I do not have many hobbies but the ones I do have, I take with deep seriousness and commitment. One of these hobbies is building renovation and anything which obliges me to learn a new manual trade like plumbing, cabinetry, stonemasonary, the theory of chimney building and so on. This all started at a very young age.

When not actually nicking my fingers, I do watch Carpenter at Large, Spanner in the Works, Gardener in the Dunghill and a slew of upstarts. The origin of this programming has been traditionally from the Beeb. (But I avoid Colin and his poncie friend, whatsitsname, flitting about like two bats at dusk undecided which fly to catch.) The stuff from the US and Canada is chock-a-block on Finnish telly thanks to City TV (and no thanks to City we also have a lot of schlock too). We now have a new exporter – Ozland – thank you – fitting my taste in DIY to a Tee. Bonzo in the Bog, Lost in Lost Space in the Sid – excellent like it when they throw in a cutsie marsupial, now and then, to spice up the proceedings. Forward – let this tale scaffold.

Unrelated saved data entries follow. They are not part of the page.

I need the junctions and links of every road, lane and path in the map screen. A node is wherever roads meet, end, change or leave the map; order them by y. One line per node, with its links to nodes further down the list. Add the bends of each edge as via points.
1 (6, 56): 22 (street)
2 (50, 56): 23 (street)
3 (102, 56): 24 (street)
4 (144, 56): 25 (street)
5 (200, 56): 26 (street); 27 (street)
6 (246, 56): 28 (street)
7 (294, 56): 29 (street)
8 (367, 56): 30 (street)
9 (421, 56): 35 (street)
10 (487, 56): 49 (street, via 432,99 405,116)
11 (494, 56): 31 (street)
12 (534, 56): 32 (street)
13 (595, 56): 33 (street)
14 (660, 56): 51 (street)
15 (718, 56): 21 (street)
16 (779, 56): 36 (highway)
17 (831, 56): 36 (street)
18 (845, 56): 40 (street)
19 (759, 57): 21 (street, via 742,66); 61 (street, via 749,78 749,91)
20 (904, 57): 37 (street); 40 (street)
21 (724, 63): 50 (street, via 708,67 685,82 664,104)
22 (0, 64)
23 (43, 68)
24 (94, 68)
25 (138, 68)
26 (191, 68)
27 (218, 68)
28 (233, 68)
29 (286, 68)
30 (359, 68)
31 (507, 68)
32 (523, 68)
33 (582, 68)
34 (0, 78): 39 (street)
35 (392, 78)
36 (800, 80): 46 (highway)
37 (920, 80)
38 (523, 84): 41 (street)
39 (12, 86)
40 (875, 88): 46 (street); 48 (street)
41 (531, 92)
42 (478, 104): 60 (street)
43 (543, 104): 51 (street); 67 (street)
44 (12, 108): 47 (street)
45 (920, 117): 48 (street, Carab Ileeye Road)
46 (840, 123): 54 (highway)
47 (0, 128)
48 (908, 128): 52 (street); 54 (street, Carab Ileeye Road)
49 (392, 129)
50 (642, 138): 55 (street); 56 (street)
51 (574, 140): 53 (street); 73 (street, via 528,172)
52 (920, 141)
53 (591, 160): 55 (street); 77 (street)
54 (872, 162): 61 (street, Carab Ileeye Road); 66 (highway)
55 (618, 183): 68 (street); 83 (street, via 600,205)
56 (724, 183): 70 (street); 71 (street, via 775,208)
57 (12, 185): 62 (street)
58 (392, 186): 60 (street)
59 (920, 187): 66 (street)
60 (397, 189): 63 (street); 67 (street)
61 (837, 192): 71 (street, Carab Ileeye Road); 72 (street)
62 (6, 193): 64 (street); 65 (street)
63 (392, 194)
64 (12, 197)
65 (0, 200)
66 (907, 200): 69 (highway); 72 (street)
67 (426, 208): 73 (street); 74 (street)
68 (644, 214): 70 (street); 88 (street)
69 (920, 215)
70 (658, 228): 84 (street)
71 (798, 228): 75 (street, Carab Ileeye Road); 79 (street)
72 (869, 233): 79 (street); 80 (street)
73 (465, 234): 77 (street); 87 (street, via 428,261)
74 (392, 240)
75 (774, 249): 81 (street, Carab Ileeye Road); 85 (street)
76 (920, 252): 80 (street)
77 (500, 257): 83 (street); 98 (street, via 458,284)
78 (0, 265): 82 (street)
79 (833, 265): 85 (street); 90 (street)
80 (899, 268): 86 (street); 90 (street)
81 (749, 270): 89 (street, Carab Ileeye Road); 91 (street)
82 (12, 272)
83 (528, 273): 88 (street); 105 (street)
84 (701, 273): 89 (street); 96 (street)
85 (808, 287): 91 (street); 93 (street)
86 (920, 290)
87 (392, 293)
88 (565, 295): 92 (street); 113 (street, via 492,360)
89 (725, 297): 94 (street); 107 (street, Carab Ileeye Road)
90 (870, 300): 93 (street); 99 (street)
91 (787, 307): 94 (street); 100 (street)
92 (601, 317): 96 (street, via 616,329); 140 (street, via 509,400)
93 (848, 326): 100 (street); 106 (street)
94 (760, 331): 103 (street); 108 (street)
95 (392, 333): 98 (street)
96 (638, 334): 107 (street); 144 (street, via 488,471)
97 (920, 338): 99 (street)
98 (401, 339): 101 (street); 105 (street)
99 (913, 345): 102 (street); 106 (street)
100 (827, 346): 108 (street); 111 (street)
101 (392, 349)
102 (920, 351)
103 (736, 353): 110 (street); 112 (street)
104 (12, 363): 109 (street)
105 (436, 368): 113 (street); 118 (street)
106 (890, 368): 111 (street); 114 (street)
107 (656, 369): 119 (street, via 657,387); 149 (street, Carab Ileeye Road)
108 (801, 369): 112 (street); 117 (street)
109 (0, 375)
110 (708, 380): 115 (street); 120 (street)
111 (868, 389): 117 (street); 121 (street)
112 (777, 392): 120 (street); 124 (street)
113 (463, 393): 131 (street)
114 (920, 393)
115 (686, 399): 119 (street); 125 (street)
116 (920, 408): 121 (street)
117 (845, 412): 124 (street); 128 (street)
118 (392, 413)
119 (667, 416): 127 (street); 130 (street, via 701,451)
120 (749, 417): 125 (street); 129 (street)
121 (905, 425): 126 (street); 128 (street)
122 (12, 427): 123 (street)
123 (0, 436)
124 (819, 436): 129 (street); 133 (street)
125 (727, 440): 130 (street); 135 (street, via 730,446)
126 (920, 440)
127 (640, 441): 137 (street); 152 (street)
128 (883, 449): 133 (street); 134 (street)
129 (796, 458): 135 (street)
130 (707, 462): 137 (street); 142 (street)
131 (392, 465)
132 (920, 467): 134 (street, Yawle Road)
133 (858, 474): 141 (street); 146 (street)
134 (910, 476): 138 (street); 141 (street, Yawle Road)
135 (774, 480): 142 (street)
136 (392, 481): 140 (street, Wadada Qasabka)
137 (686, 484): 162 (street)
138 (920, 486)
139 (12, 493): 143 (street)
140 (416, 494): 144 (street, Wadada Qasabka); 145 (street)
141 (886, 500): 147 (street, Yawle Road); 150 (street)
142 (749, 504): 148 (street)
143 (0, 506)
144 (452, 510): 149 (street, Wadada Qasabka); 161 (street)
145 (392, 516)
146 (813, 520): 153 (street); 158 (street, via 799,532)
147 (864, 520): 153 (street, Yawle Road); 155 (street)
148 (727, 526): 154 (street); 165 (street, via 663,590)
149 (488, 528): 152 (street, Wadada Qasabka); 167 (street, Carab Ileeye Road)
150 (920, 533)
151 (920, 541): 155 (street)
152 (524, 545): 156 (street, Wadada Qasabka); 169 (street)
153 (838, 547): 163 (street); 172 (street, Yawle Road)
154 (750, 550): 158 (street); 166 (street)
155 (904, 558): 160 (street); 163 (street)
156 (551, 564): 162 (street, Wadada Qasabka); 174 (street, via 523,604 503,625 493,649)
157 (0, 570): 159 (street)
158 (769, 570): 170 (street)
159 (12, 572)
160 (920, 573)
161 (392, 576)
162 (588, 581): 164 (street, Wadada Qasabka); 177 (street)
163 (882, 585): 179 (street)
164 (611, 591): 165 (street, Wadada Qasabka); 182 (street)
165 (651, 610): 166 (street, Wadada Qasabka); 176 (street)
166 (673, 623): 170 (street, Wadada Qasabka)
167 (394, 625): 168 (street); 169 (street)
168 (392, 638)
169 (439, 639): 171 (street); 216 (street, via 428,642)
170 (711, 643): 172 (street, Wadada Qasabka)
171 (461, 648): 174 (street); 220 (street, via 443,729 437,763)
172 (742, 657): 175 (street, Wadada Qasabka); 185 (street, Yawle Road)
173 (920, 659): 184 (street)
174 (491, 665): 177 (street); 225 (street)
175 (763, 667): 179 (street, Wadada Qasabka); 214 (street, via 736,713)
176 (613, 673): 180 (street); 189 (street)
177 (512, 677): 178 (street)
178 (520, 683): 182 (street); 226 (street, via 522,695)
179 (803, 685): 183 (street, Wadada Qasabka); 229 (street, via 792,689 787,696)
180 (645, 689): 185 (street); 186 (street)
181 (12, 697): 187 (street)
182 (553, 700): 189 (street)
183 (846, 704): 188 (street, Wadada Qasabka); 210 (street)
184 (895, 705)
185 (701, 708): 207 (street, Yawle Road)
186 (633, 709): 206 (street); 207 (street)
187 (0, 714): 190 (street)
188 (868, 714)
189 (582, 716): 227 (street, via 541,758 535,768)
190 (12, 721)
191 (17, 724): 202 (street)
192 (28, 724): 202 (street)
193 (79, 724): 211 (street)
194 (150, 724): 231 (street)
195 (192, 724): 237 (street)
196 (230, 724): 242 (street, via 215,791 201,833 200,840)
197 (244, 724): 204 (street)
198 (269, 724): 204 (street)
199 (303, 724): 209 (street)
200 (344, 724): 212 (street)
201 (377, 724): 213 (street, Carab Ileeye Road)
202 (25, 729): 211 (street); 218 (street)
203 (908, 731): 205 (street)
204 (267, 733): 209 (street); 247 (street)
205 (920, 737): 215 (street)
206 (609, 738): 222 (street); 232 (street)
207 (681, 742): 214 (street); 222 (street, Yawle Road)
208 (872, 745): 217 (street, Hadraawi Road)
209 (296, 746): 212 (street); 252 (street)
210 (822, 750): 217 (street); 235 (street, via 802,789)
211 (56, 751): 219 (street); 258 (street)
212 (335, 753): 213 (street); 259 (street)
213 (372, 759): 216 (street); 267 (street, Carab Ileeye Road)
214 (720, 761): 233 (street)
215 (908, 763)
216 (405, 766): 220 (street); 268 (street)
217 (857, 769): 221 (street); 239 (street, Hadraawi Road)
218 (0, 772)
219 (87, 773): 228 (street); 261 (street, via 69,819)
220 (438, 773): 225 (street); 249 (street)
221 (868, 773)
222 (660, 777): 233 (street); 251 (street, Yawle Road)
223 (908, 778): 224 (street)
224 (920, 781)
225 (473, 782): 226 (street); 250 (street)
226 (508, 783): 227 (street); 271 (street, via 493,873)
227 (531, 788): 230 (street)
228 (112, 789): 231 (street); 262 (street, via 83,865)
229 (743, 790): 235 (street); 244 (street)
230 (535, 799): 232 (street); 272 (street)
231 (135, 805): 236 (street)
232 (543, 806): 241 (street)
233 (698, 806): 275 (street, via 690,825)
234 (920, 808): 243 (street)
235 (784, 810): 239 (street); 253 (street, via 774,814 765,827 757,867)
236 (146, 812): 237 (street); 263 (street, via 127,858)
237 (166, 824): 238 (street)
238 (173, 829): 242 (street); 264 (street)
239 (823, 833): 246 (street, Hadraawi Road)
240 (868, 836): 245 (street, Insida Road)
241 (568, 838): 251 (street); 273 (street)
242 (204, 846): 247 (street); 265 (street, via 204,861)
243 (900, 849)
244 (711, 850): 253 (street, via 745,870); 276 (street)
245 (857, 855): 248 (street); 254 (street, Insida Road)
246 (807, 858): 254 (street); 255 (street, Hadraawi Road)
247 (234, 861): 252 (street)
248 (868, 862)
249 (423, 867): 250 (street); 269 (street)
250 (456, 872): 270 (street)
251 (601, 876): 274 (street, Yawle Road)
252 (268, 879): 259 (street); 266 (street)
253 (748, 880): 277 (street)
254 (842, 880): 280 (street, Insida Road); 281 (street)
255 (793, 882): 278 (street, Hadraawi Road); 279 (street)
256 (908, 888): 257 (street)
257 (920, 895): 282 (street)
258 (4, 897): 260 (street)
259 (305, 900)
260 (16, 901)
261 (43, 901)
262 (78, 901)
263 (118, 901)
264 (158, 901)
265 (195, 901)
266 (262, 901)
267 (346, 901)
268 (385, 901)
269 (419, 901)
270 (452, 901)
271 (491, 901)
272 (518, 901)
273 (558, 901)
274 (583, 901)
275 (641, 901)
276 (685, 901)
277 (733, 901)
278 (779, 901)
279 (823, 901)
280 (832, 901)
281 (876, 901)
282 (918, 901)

I picked up this penchant for DIY programming already as a young man. Yes, there are things one should not admit but now I am ready to reveal the truth about how I misspent part of my young life. I admit to listening to afternoon radio gardening programmes, for years, when I lived in Canada. I looked forward to the drive from St Catherines to Fort Erie, timing it so that I would find out how to keep our bleeding hearts from succumbing to an aphid infestation. It has done me good. When wife asked me about root and crown rot on the tomatoes, I could usually recite something intelligent. Now the gardening is outside my ken.

No, what I do, willing, with gusto, is grasp a saw in hand and cut something. Ugh Ugh. When all is said and done, listening to the radio and watching the telly is never as good as actually getting your hands around a hammer and smashing your thumb silly.

This obsession – yes, this is what the dearest and nearest call it – I inherited from father’s tireless efforts to fix where no man has fixed before indeed where no fixing needed to be fixed. It seemed that whenever we moved into yet another tenement flat, he would lather himself into a frenzy, get the dull saw out sit it gently beside an hammer cast before WWI, and without a by your leave, without pen and paper, plan out his next Dunkirk. Ok, perhaps I am not as obsessed as deceased gramps only because poverty is not the force that drives me – wait, maybe it is obsession. I call it a hobby.

The flats were too often too small for the four – later five – of us. Unpaying and uninvited tenants where chock-a-block: cockroaches, centipedes and rats were not strangers and we even had to suffer the idignities of the two legged kind. Uncles are fine at distance but when they crud up your bathtub and leave their toe nail clippings on the toilet seat – well ’nuff said.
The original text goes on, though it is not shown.